Torniamo al mandante: nel momento in cui si interrompe uno sviluppo che, pur a bassa tensione, sta facendo funzionare una mobilità sociale del decoro, quel che succede è che molti, alla chiusura del proprio esercizio, stretti dal bisogno, perdono quel senso di civiltà o di responsabilità di cui parlavamo prima e lasciano da parte le virtù. Iniziano a fare i capelli a casa o casa per casa senza alcun protocollo di sicurezza, fuori da ogni controllo.

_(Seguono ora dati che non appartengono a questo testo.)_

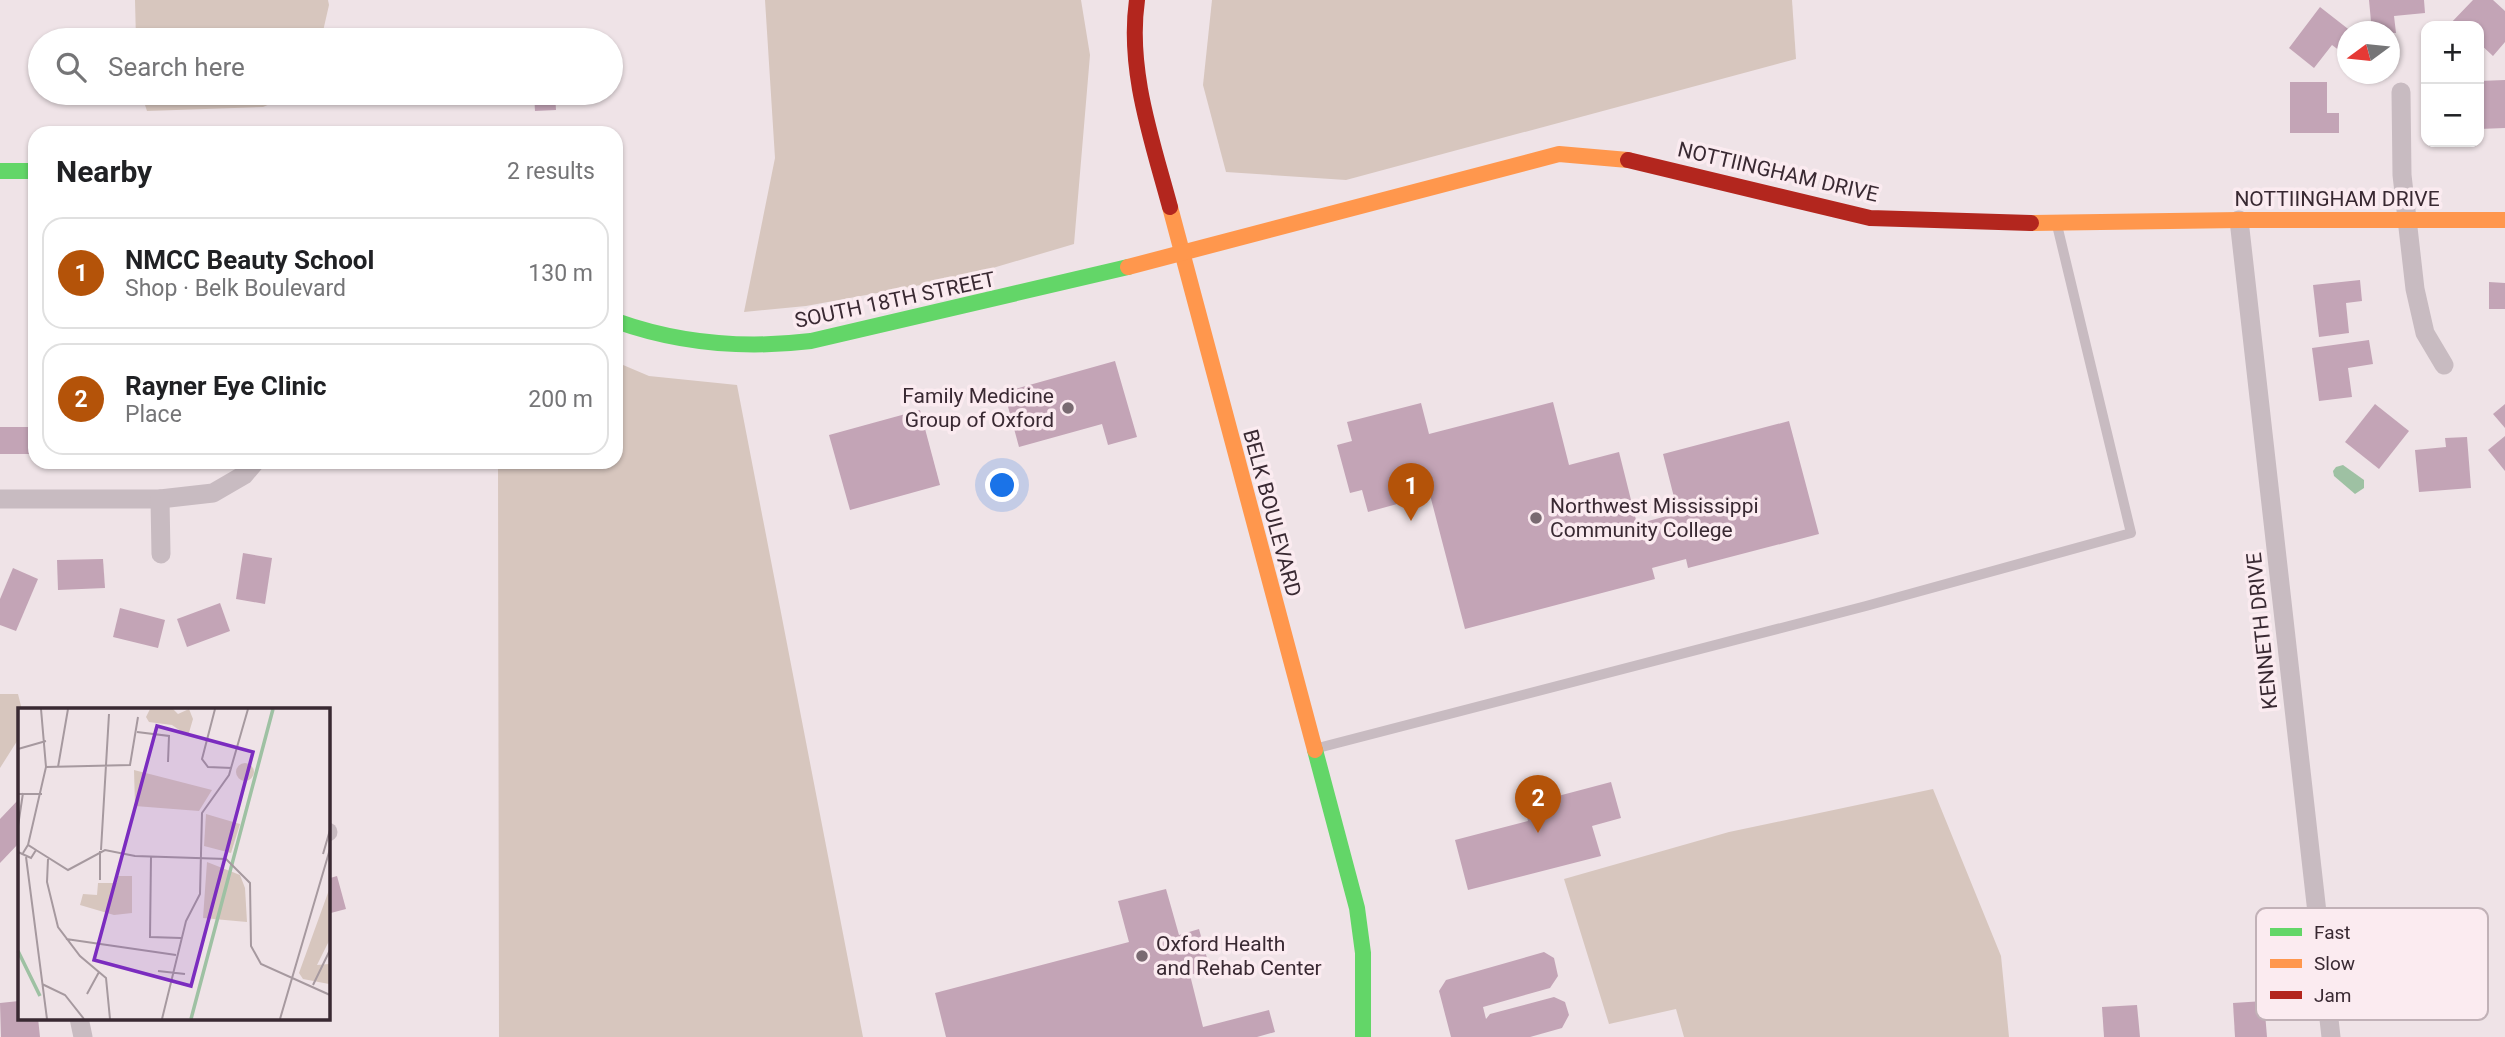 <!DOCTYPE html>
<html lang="en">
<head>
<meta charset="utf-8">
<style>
	body { margin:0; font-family:Roboto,sans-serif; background:#f2f2f2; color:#202124 }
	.controls { position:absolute; right:21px; top:21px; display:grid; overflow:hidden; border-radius:14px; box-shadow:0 2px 5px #0004 }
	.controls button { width:63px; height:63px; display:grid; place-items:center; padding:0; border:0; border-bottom:2px solid #e0e0e0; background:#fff; color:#202124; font:35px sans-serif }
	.compass { position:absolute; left:2337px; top:21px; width:63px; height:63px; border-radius:50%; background:#fff; box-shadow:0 2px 5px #0004; rotate:255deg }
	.you { position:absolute; left:1003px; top:486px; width:24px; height:24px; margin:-18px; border:5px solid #fff; border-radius:50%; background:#1a73e8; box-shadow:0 0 0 10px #1a73e833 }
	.badge { display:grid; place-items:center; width:46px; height:46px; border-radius:50%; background:#b45309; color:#fff; font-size:23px; font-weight:700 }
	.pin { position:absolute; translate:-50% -58px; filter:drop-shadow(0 2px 4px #0008) }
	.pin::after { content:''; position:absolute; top:37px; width:24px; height:21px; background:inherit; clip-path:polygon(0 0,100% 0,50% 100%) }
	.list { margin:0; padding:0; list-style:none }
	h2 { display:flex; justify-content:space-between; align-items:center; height:91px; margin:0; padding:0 28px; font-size:30px }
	h2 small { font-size:23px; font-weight:400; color:#757577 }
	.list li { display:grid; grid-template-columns:46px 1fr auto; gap:21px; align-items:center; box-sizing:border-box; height:112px; margin:0 14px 14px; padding:0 14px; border:2px solid #e0e0e0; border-radius:21px }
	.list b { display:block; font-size:26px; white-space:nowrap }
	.list p { margin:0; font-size:23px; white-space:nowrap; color:#757577 }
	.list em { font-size:23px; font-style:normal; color:#757577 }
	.icon { flex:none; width:38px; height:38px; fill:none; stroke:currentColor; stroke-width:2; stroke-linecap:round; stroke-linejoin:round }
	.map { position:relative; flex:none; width:2505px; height:1037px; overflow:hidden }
	.search { position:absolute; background:#fff; box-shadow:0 2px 5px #0004; left:28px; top:28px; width:595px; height:77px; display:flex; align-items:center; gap:18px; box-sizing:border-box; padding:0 24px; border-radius:38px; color:#757577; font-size:26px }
	.panel { position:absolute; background:#fff; box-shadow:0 2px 5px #0004; left:28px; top:126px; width:595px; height:343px; border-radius:21px }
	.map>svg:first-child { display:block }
	.green { fill:#d7c6be }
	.water { fill:#9ec1a3 }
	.building { fill:#c3a4b6 }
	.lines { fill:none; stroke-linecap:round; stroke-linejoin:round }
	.lane { stroke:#c8bbc1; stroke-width:10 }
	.street { stroke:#c8bbc1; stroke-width:19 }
	.fast { stroke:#63d668; stroke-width:16 }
	.slow { stroke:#ff974d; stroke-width:16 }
	.jam { stroke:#b3261e; stroke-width:16 }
	.poi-dot { fill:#796a71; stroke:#fbebf0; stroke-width:2.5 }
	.labels { text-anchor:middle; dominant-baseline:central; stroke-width:7; stroke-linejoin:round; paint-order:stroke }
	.street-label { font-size:21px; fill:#392932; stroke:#fbebf0 }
	.poi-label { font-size:21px; fill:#392932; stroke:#fbebf0; text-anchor:start }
	.inset-river { fill:none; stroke:#9ec1a3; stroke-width:3.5 }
	.inset-road { fill:none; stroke:#a6999f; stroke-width:2 }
	.view { fill:#7b2cbf; fill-opacity:0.15; stroke:#7b2cbf; stroke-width:3.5 }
	.inset-edge { fill:none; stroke:#392932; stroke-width:3.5 }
	.key { fill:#fbebf0; stroke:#c1b1b7; stroke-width:2 }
	.key-label { font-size:19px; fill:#392932 }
</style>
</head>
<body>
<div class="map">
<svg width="2505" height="1037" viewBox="0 0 2505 1037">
	<rect width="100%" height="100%" fill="#efe3e7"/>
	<g class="green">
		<polygon points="135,0 328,0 329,5 321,40 136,40"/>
		<polygon points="765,0 1081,0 1090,55 1074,244 959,278 806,306 744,312 775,158"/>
		<polygon points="1212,0 1792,0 1796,59 1346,180 1226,172 1203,85"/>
		<polygon points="141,93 295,93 263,107 147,111"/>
		<polygon points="616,362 649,376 737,385 863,1037 499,1037 498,462 616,462"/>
		<polygon points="0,694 18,694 22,710 19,710 19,738 0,768"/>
		<polygon points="1933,789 2001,956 2009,1037 1684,1037 1676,1009 1609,1024 1564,879 1729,832"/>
	</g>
	<polygon class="water" points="2343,465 2364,480 2364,488 2355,494 2334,476 2333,471 2336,467"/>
	<g class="building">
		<polygon points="2369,0 2424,0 2425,13 2394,16 2396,33 2372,32"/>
		<polygon points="2473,0 2493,0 2505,11 2505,42 2493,56 2479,43 2479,26 2448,26"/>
		<polygon points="2320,7 2352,32 2348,32 2348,57 2332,45 2314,68 2289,48"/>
		<polygon points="2505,80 2505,128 2479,129 2479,81"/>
		<polygon points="2290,82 2327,82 2327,113 2339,113 2339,133 2290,133"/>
		<polygon points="534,93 555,93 556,110 535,111"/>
		<polygon points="2360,280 2362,301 2346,303 2349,333 2319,337 2313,285"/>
		<polygon points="2489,282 2505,283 2505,309 2489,309"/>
		<polygon points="2369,340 2373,364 2348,368 2352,397 2319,401 2312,348"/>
		<polygon points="1115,361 1137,437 1108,445 1102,424 1019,447 1004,392"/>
		<polygon points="1553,402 1569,465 1619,452 1637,524 1678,513 1663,454 1789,421 1819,534 1688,568 1686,559 1652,568 1655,579 1465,629 1430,495 1368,512 1362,490 1350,493 1337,445 1352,441 1347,422 1421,403 1429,434"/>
		<polygon points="2375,404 2409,431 2379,469 2345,442"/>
		<polygon points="2505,404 2505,428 2493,414"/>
		<polygon points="920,410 940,485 850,510 829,435"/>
		<rect x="0" y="427" width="35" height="27"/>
		<polygon points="2505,436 2505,471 2488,450"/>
		<polygon points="2467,437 2471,488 2419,492 2415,450 2446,447 2445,438"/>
		<polygon points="243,553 272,558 265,604 236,599"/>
		<polygon points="103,559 105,588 58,590 57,560"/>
		<polygon points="13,568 38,579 16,631 0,625 0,599"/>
		<polygon points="220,603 230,631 187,647 177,619"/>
		<polygon points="120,608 165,620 158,648 113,637"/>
		<polygon points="1611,782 1621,818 1592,826 1601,856 1468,890 1455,840 1528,821 1524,805"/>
		<polygon points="19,799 19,843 0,863 0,819"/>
		<polygon points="337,876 346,909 327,914 327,879"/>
		<polygon points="1166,889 1179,935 1199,929 1210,969 1190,975 1203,1027 1269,1010 1275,1032 1257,1037 946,1037 935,993 1129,942 1118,901"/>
		<polygon points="1544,952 1554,958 1558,976 1550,988 1483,1007 1486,1019 1490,1014 1554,997 1565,1002 1569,1015 1562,1028 1530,1037 1451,1037 1439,991 1446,980"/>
		<polygon points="19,1001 19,1018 38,1018 40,1037 1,1037 0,1003"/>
		<polygon points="2264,1001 2267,1037 2235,1037 2233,1003"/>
		<polygon points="2137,1005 2140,1037 2104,1037 2102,1007"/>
	</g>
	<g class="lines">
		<polyline class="lane" points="1318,748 1866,606 2131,533 2057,225"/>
		<g class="street">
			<polyline points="2401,92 2402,175 2415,289 2425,333 2444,365"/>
			<polyline points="2239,220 2331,1037"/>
			<polyline points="0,499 160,499 213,493 244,475 255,462"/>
			<polyline points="160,499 161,554"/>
			<polyline points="327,832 328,832"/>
			<polyline points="79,1018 83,1037"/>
		</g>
		<g class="fast">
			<polyline points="0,171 35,171"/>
			<path d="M616,321C680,344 744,349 811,341L1128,267"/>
			<polyline points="1315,750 1357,908 1363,953 1363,1037"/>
		</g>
		<g class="slow">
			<polyline points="1170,207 1315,750"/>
			<polyline points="2031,223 2239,220 2505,220"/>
			<polyline points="1128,267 1559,154 1628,160"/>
		</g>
		<g class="jam">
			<path d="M1137,0C1127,70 1152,140 1170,207"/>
			<polyline points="1628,160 1870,218 2031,223"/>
		</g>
	</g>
	<g class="poi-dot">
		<circle cx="1068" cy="408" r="7"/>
		<circle cx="1536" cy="518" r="7"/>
		<circle cx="1142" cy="956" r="7"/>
	</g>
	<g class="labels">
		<g class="street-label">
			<text transform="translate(1778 172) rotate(13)">NOTTIINGHAM DRIVE</text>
			<text x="2337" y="199">NOTTIINGHAM DRIVE</text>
			<text transform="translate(895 300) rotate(-12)">SOUTH 18TH STREET</text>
			<text transform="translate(1272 513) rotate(75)">BELK BOULEVARD</text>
			<text transform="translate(2262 631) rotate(-96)">KENNETH DRIVE</text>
		</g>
		<g class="poi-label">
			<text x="1054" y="396" text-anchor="end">Family Medicine<tspan x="1054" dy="24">Group of Oxford</tspan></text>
			<text x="1550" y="506">Northwest Mississippi<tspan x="1550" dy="24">Community College</tspan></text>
			<text x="1156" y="944">Oxford Health<tspan x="1156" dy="24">and Rehab Center</tspan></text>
		</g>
	</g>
	<g transform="translate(18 708)">
		<rect width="312" height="312" fill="#efe3e7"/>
		<path d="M132,1H155L160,6L171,1L175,11L170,28L154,17L131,14L128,9ZM218 64a9 9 0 1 1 18 0a9 9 0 1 1-18 0ZM116,62L194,82L181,103L117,98ZM188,106L222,116L213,145L186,138ZM189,154L222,167L227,180L229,214L185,210ZM100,168H114V205L96,207L62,197L65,186L79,187L80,175H99ZM311,182V233L299,257L311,256V276L285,271L281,265Z" fill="#d7c6be"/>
		<path class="inset-river" d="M0,243L22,288M173,311L255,1"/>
		<path class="inset-road" d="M197,1L184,51L190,59L214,60M119,24L151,28L150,54M0,41L28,33M28,59L112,57L120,9M40,59L50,1M0,86H24M0,118L5,85M10,137L28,59L23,1M18,142L50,162L87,142L117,148L208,151L232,175L233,238L243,256L312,287M83,142L91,6M0,144L13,150L18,142L10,137L5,145M305,146L312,122M133,148L132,229L163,230M8,149L29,311M30,151L29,174L40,219L62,248L88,270L92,311M82,172V143M48,231L158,247M140,263L167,266M24,276L47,287L66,311M295,277L312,242M69,286L81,264M144,311L168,213L182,186L184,105L211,67L230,1M262,311L312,141"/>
		<path class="view" d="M139,18L235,44L173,278L76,252Z"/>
		<rect width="312" height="312" class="inset-edge"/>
	</g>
	<rect x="2256" y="908" width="232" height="112" rx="10" class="key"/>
	<rect x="2270" y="928" width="32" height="8" fill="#63d668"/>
	<rect x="2270" y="959" width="32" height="9" fill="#ff974d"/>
	<rect x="2270" y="991" width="32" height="8" fill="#b3261e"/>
	<g class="key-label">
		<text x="2314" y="939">Fast</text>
		<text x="2314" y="970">Slow</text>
		<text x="2314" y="1002">Jam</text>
	</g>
</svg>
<div class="controls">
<button>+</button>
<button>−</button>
</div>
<svg class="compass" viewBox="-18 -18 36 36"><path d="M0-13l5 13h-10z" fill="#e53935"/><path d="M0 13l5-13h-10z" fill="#757577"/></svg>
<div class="you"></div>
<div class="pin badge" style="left:1411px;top:521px">1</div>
<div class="pin badge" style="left:1538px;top:833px">2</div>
<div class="search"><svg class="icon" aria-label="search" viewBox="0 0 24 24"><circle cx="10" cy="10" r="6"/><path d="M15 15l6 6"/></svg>Search here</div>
<section class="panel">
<h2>Nearby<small>2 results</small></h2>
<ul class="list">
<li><span class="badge">1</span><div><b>NMCC Beauty School</b><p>Shop · Belk Boulevard</p></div><em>130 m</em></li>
<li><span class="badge">2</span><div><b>Rayner Eye Clinic</b><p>Place</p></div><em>200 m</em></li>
</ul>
</section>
</div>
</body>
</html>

Non è un’accusa la mia. Ma se la prossima settimana ci dovessero dire che possiamo riaprire, sarà una guerra poter tenere ferme le persone che aspettano di tornare in salone proprio nel momento in cui noi parrucchieri ne abbiamo più bisogno: le poltrone si avvicineranno nuovamente, l’organizzazione verrà meno, ci sarà confusione, si moltiplicheranno gli assembramenti. Non possiamo perdere sempre denaro, non possiamo più permettercelo: è un dato oggettivo.
Ci avete chiusi, ci avete tolto il diritto al lavoro, abbiamo rispettato le regole, abbiamo continuato a pagare. Ora alla riapertura (ma perché potremmo riaprire, cosa sarebbe cambiato nuovamente?) dovremmo lasciare i clienti giudiziosamente in coda per mesi.
Io non capisco più. Come mai ogni volta che si fanno le cose giuste, ci si sente a disagio come se stessimo facendo quelle sbagliate?